Re: longevity and overpop

From: Robin Hanson (hanson@econ.berkeley.edu)
Date: Mon Jul 27 1998 - 11:20:25 MDT


Damien Broderick writes:
>>What do you think of the above argument about lower overall birthrate per
>>unit time for longer-living people?
>
>I would hope so too, but this is about the point that Robin Hanson usually
>lobs in to mention that a small fraction with deviant growth rate will
>quickly supplant a more self-controlled majority. (If I understand the
>Great Filter/Fermi argument.) If everyone except a small bunch of
>Catholics swallowed their combined immortality & sterility pill, the world
>would soon be choked with die-hard (ahem) Catholics. No?

Max More writes:
>Decelerating population growth appears to be an inevitable result of growing
>wealth. Early on ... children as “producer goods. Parents put their
>children to work on the farm to generate food and revenue. ... As we become
>wealthier, children become “consumer goods”. That is, we look on them more and
>more as little people to be enjoyed and pampered and educated, not beasts of
>burden to help keep the family alive. ... We come to prefer fewer children to
>a vast mob. Changing tastes resulting from improved education seem to reinforce
>this preference. ... Children cost more to raise in cities and can produce
>less income than in the country.

On Damien B.'s cue, I'll say I think Max's "inevitable" claim is too strong.
There is nothing economically inevitable about wanting to have fewer kids when
you're rich; it's a matter of preferences. And there are in fact a minority
of rich folks who seem to prefer large families, and whose kids do too.

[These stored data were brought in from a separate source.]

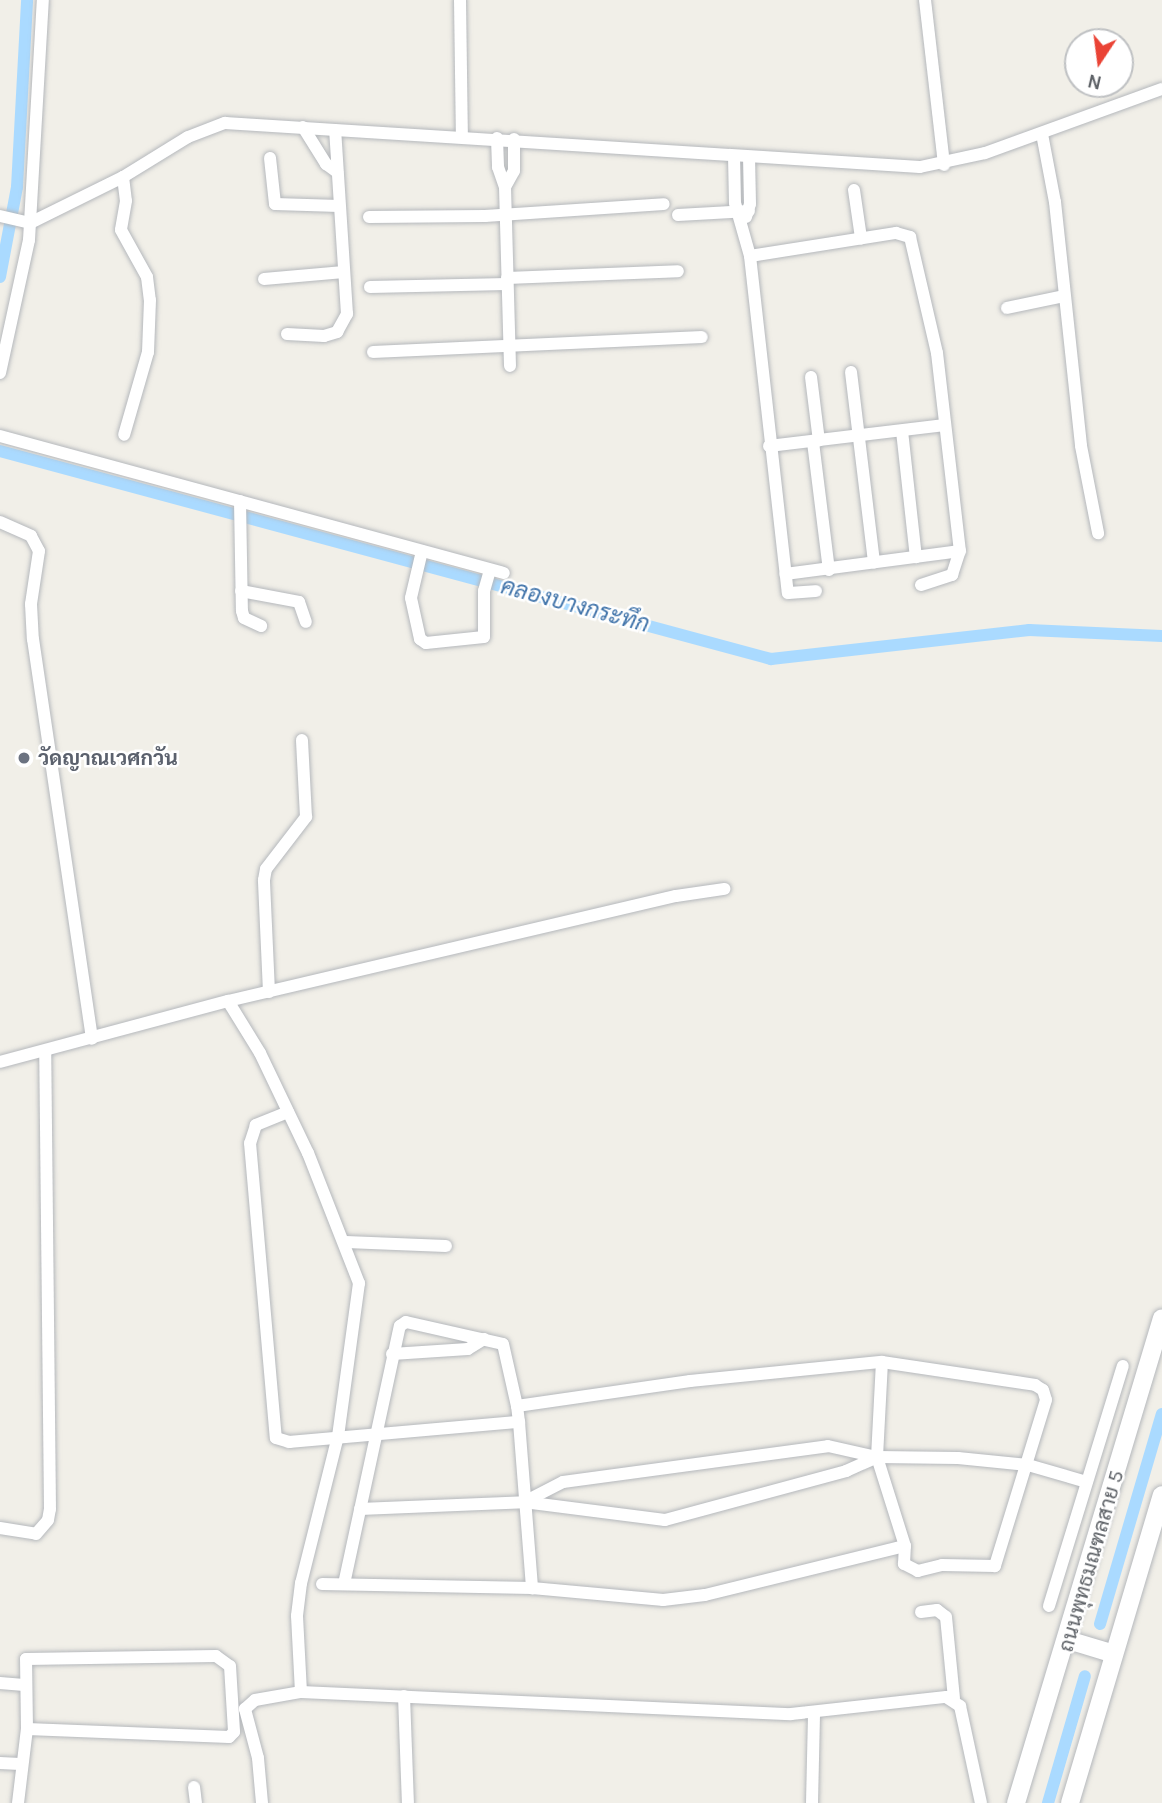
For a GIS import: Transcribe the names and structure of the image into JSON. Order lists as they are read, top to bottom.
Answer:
{
  "streets": {
    "main road": ["ถนนพุทธมณฑลสาย 5"]
  },
  "water": ["คลองบางกระทึก"],
  "places": ["วัดญาณเวศกวัน"],
  "north": "bottom"
}
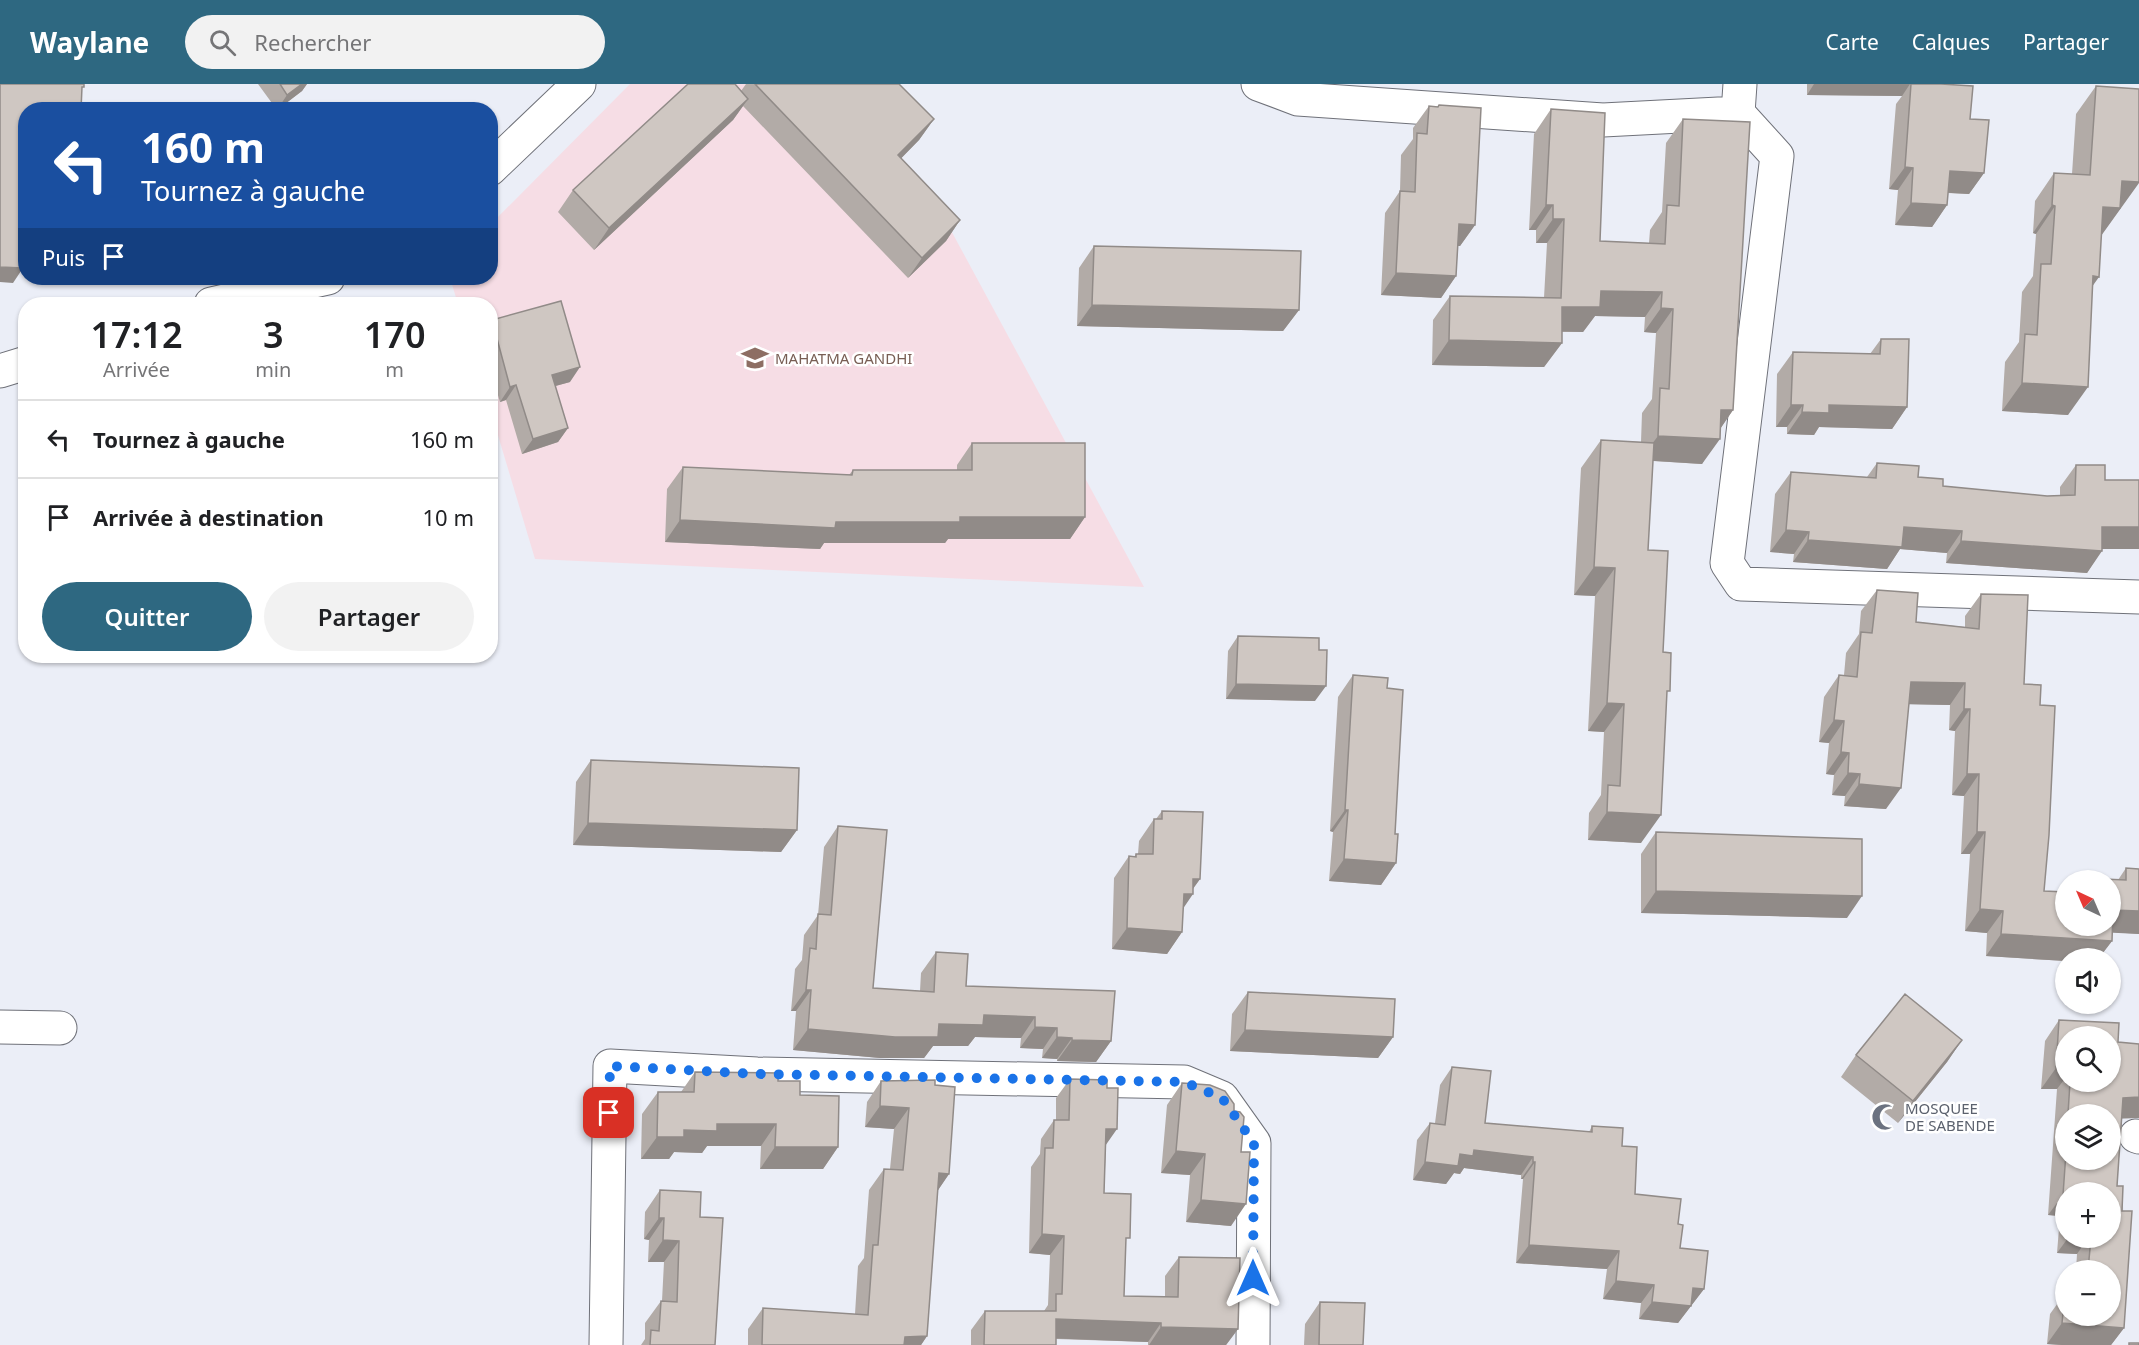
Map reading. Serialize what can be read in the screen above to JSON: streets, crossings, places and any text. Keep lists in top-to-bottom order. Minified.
{"places":{"school or university":["MAHATMA GANDHI"],"mosque":["MOSQUEE DE SABENDE"]},"north":"top left","page":{"header":"Waylane","search":"Rechercher","nav":["Carte","Calques","Partager"],"turn":["160 m","Tournez à gauche"],"then":"Puis","eta":["17:12","Arrivée","3","min","170","m"],"list":[{"name":"Tournez à gauche","value":"160 m"},{"name":"Arrivée à destination","value":"10 m"}],"buttons":["Quitter","Partager"],"map_buttons":["+","−"]}}
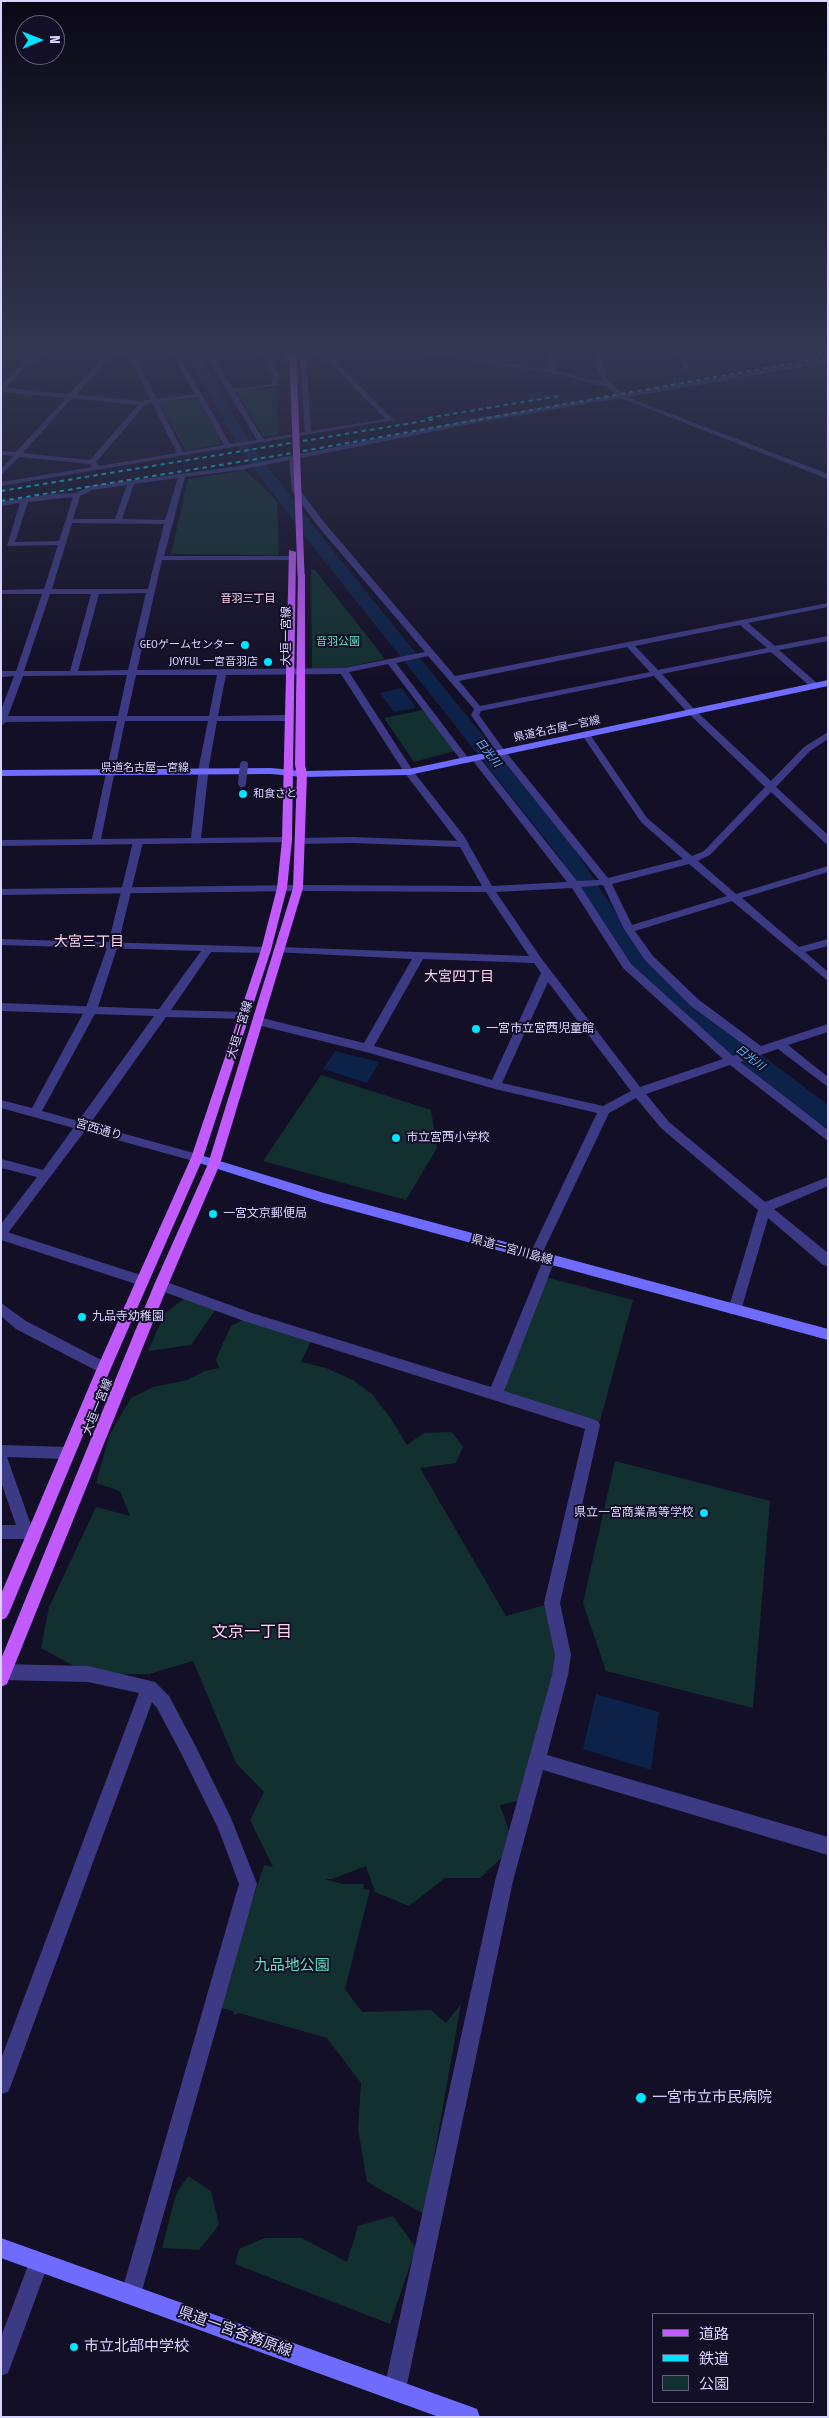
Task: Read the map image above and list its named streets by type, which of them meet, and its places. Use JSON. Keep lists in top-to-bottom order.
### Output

Our current world is very different from the world human preferences were
selected for. For some reason I'm not clear on, our evolved preferences and
behaviors seem to choose to have fewer kids under "industrialized" situations.
But this behavior doesn't seem adapted to our new world. It sure seems like
those who prefer larger families when rich should be eventually selected for.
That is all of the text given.